De stap naar de Hoger Raad is een volgende stap in het juridisch gevecht tegen de  krimpplannen van de overheid voor Schiphol. Dat begon met een kort geding, waarin de rechter oordeelde dat de regering de Europese regels had moeten volgen om de krimp door te voeren. Die stellen dat eerst een doel moet worden geformuleerd voor het terugdringen van de geluidshinder van Schiphol, waar dan eerst nog andere maatregelen uit moeten volgen.

De Staat ging in beroep tegen die uitspraak. Het gerechtshof oordeelde vervolgens dat het hier om een tijdelijke maatregel gaat die de Staat op deze manier wel kan invoeren zonder dat die Europese regels van belang zijn.
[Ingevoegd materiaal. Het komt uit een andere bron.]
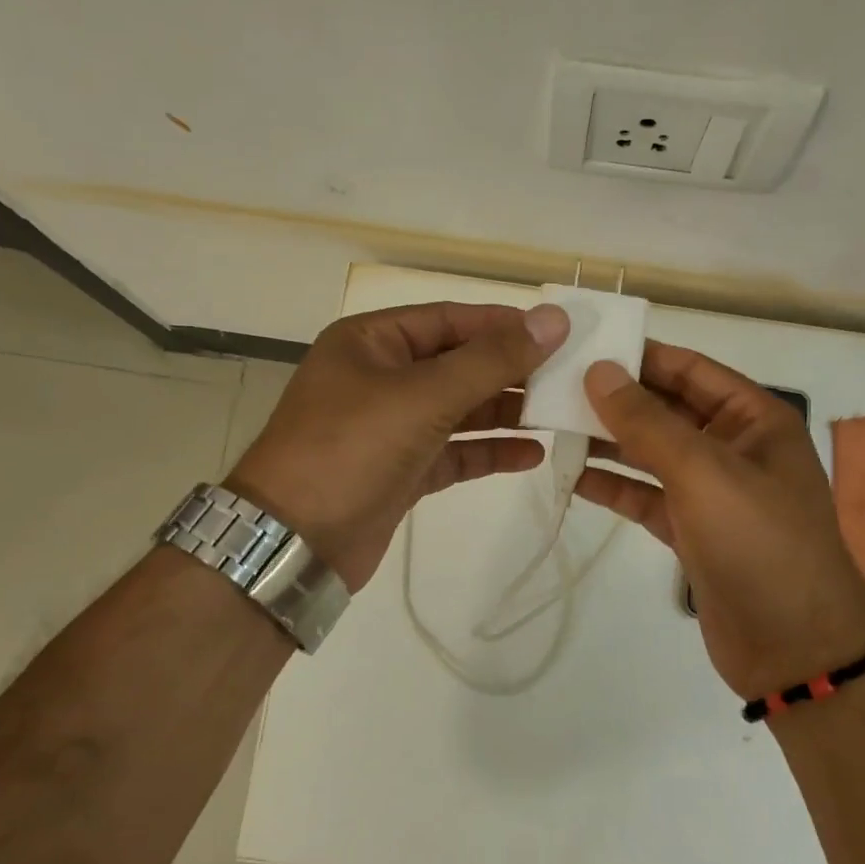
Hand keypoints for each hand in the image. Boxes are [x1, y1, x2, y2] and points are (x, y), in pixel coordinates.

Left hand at [225, 301, 569, 590]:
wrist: (294, 544)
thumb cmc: (351, 450)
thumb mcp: (423, 396)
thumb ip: (491, 359)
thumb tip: (553, 320)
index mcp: (372, 342)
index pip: (450, 319)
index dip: (504, 324)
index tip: (560, 332)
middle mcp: (380, 377)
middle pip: (458, 364)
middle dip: (511, 371)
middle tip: (571, 377)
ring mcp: (390, 427)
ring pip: (459, 410)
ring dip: (505, 413)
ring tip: (560, 414)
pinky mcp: (401, 471)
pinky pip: (454, 452)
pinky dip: (488, 452)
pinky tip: (531, 455)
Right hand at [575, 343, 864, 699]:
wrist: (795, 648)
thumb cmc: (759, 543)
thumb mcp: (703, 471)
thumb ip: (648, 421)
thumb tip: (599, 371)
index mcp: (753, 419)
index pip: (690, 369)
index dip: (640, 355)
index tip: (584, 346)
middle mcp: (733, 447)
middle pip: (667, 410)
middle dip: (616, 399)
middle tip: (554, 386)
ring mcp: (712, 492)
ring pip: (652, 454)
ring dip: (609, 441)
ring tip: (553, 425)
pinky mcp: (692, 532)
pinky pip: (647, 497)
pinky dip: (615, 487)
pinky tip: (574, 477)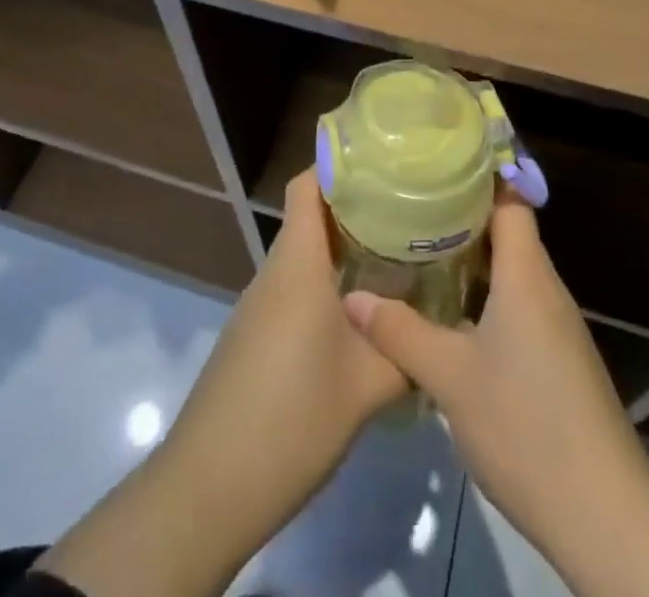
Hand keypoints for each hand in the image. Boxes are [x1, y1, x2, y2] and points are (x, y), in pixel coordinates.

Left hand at [40, 170, 406, 596]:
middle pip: (311, 217)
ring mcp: (260, 304)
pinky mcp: (254, 334)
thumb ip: (406, 351)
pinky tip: (359, 313)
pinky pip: (294, 289)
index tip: (385, 163)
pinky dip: (326, 284)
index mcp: (297, 263)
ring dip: (343, 251)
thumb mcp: (367, 386)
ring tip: (395, 256)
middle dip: (357, 209)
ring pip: (304, 256)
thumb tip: (438, 331)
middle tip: (408, 212)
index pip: (308, 185)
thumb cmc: (292, 417)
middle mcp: (275, 272)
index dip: (341, 166)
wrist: (211, 484)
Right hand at [344, 196, 648, 596]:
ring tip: (420, 254)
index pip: (509, 202)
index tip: (437, 164)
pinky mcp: (559, 362)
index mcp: (527, 276)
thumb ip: (400, 332)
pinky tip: (451, 317)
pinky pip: (519, 308)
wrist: (604, 516)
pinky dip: (486, 299)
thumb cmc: (526, 426)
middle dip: (461, 220)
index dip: (477, 178)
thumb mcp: (449, 378)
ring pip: (512, 275)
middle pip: (508, 234)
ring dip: (472, 264)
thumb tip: (352, 297)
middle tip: (411, 208)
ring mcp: (557, 329)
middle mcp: (547, 291)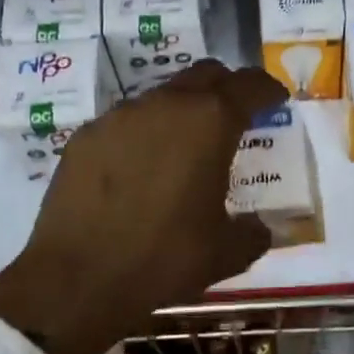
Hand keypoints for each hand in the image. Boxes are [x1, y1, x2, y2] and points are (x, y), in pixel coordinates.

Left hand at [0, 60, 284, 353]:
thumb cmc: (164, 259)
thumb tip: (258, 228)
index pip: (249, 85)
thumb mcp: (226, 253)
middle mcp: (166, 105)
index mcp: (210, 123)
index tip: (276, 99)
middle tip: (236, 114)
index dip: (268, 89)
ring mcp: (119, 116)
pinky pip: (126, 122)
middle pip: (205, 75)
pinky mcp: (85, 136)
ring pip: (162, 96)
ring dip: (182, 111)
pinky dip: (144, 134)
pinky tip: (140, 170)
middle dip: (226, 88)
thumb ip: (253, 232)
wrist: (77, 279)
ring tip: (186, 147)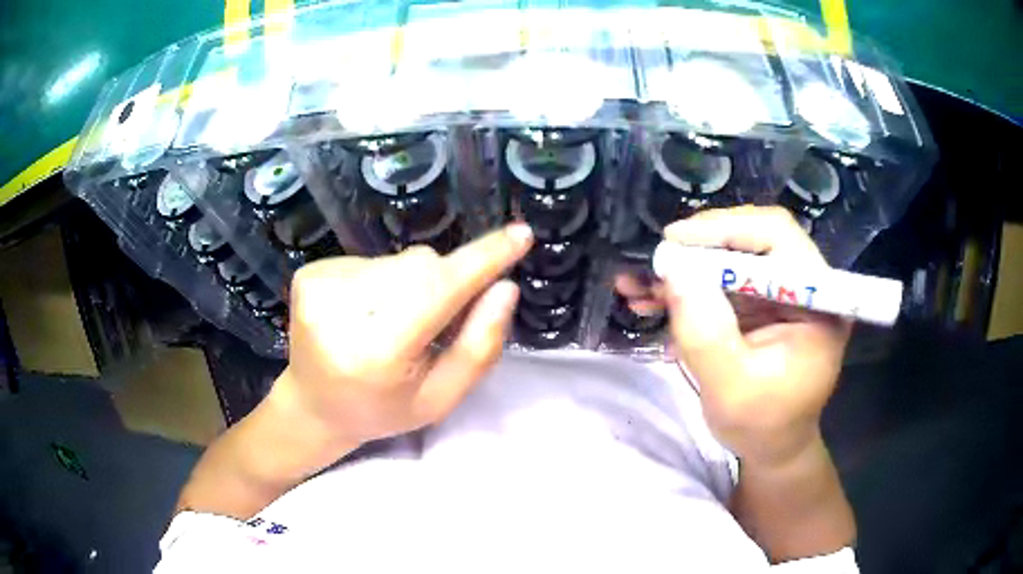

Ook ging de rechter mee in het verweer van het kabinet dat er een gedoogsituatie was voor het hogere aantal vluchten, want eigenlijk zijn er maar 400.000 vluchten per jaar toegestaan. Het hof stelde dat de luchtvaartmaatschappijen er ‘geen recht op hebben dat de illegale situatie die de Staat gedoogde onveranderd in stand blijft’.

‘Niet haalbaar’

Luchtvaartmaatschappijen betwijfelden eerder nog of het terugbrengen van het aantal vluchten op Schiphol voor het komende vliegseizoen wel haalbaar is. Zo zou de planning allang gemaakt zijn, waardoor snijden op korte termijn lastig is, stelde branchevereniging BARIN.